### Work to be completed
With the images left out, print all of the records below exactly.

▬▬▬▬▬▬▬▬▬▬

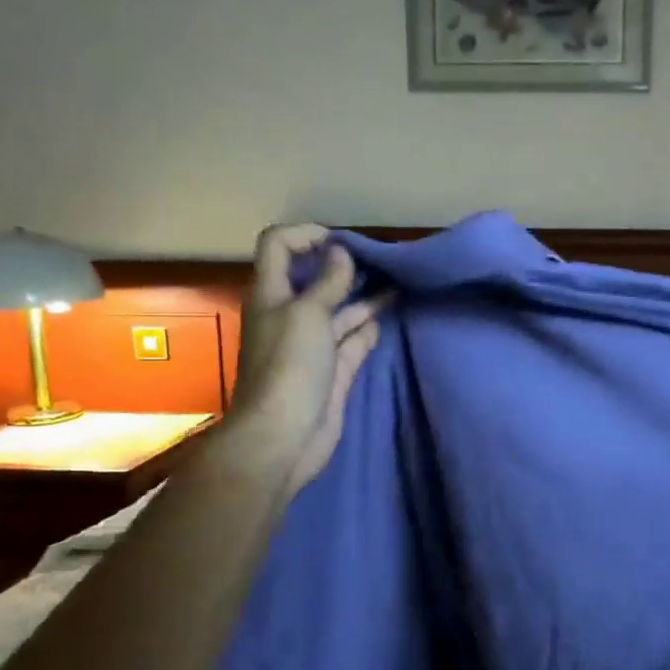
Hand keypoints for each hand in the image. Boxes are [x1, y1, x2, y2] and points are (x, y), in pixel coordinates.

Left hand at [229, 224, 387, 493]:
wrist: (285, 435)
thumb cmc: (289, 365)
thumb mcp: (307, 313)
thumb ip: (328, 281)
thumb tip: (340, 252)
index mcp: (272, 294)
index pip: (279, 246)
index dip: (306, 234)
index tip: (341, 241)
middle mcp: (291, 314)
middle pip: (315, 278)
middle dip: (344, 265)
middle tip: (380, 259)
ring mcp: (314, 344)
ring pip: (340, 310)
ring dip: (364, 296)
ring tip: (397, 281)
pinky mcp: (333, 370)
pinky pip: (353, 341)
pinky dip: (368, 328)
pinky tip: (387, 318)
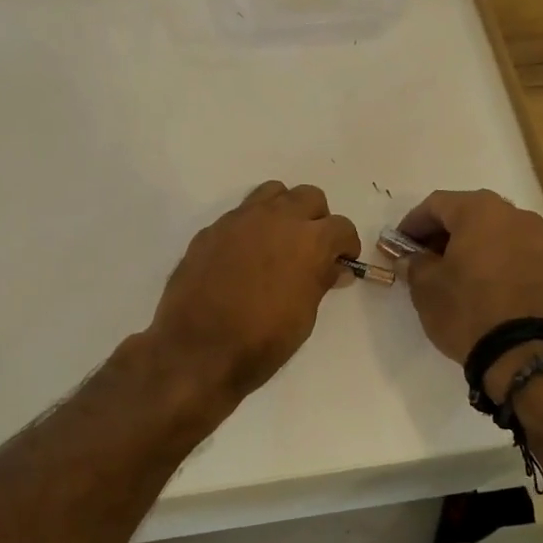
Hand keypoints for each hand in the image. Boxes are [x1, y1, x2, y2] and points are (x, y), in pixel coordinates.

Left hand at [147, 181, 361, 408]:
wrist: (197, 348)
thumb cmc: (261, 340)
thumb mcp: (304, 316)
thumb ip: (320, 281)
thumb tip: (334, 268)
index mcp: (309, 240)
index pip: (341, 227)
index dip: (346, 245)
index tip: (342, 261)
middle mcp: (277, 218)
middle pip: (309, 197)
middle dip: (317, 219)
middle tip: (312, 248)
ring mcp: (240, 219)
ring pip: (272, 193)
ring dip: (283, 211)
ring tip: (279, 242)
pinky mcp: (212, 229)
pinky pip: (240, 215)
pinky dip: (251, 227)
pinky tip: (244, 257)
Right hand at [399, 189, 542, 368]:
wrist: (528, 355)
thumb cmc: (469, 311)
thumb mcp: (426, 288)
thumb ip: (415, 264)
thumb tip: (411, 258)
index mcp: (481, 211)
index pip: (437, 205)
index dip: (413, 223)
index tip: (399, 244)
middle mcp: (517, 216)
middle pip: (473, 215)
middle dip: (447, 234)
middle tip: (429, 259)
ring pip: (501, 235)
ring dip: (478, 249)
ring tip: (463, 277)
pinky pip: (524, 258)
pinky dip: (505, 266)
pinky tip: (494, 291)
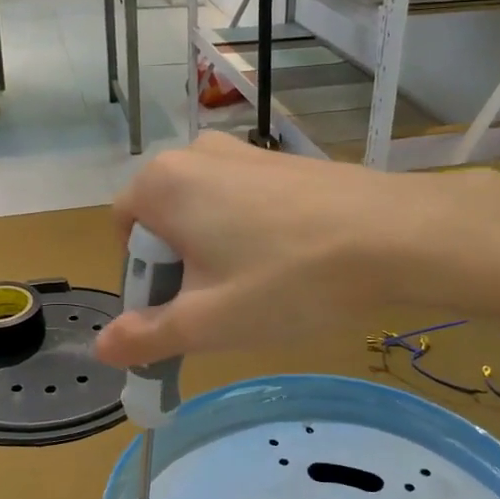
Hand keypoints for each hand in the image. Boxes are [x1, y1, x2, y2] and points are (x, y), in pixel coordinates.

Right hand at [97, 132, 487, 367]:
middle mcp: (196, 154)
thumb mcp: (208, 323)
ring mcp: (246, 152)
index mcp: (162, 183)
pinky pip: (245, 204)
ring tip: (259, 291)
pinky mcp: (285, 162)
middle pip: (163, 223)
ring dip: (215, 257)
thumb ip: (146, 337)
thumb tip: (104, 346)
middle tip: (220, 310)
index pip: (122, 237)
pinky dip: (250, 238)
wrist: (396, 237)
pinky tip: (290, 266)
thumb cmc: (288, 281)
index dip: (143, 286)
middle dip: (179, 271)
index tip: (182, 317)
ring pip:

▬▬▬▬▬▬▬▬▬▬

### Response to the task
Hand keypoints for each hand in the image. Boxes are [x1, y1, x2, y2] and points are (x, y), in pixel coordinates.

Left hand at [229, 224, 387, 493]:
wrist: (285, 435)
thumb cmc: (289, 365)
thumb mcp: (307, 313)
thumb ip: (328, 281)
thumb tip: (340, 252)
index mcp: (272, 294)
index pip: (279, 246)
index dip: (306, 234)
index tip: (341, 241)
middle mcp: (291, 314)
middle pip: (315, 278)
middle dip: (344, 265)
middle tip: (380, 259)
ring mcp: (314, 344)
ring pip: (340, 310)
ring dip: (364, 296)
ring tip: (397, 281)
pinky mcp: (333, 370)
pinky pip: (353, 341)
pinky dip: (368, 328)
pinky tip: (387, 318)
Hand keypoints for each hand in the image. Boxes are [x1, y1, x2, y2] and points are (x, y), in pixel coordinates.

Left hand at [147, 181, 361, 408]:
wrist: (197, 348)
thumb cmc: (261, 340)
thumb mcp: (304, 316)
thumb ip: (320, 281)
thumb tip: (334, 268)
index mcp: (309, 240)
index pip: (341, 227)
index dip: (346, 245)
index tip: (342, 261)
middle mcp: (277, 218)
middle pip: (309, 197)
middle dip: (317, 219)
middle tip: (312, 248)
ring mcp: (240, 219)
ring pip: (272, 193)
ring dip: (283, 211)
ring tip: (279, 242)
pinky mcp: (212, 229)
pinky pip: (240, 215)
pinky dip: (251, 227)
pinky tip: (244, 257)
Right hand at [399, 189, 542, 368]:
wrist: (528, 355)
thumb cmc: (469, 311)
thumb mcp: (426, 288)
thumb ip: (415, 264)
thumb tip: (411, 258)
index mcp: (481, 211)
index pip: (437, 205)
index dip: (413, 223)
index tip: (399, 244)
middle mcp: (517, 216)
middle pip: (473, 215)
middle dip: (447, 234)
middle tip: (429, 259)
ring pip: (501, 235)
ring dip: (478, 249)
ring tip: (463, 277)
pinky pip: (524, 258)
pinky dip: (505, 266)
pinky tip: (494, 291)
Hand keypoints for each hand in the image. Boxes are [x1, y1, x2, y2] and points are (x, y), in pixel coordinates.

Right hand at [97, 132, 487, 367]:
middle mcp: (196, 154)
thumb mcp: (208, 323)
ring mcp: (246, 152)
index mcp: (162, 183)
pinky pip: (245, 204)
ring tip: (259, 291)
pinky mcp: (285, 162)
middle pip: (163, 223)
ring dip: (215, 257)
thumb ip: (146, 337)
thumb tip: (104, 346)
middle tip: (220, 310)
index pip: (122, 237)
pinky dip: (250, 238)
wrist: (396, 237)
pinky tip: (290, 266)
thumb cmc: (288, 281)
index dip: (143, 286)
middle dip: (179, 271)
index tip: (182, 317)
ring pip:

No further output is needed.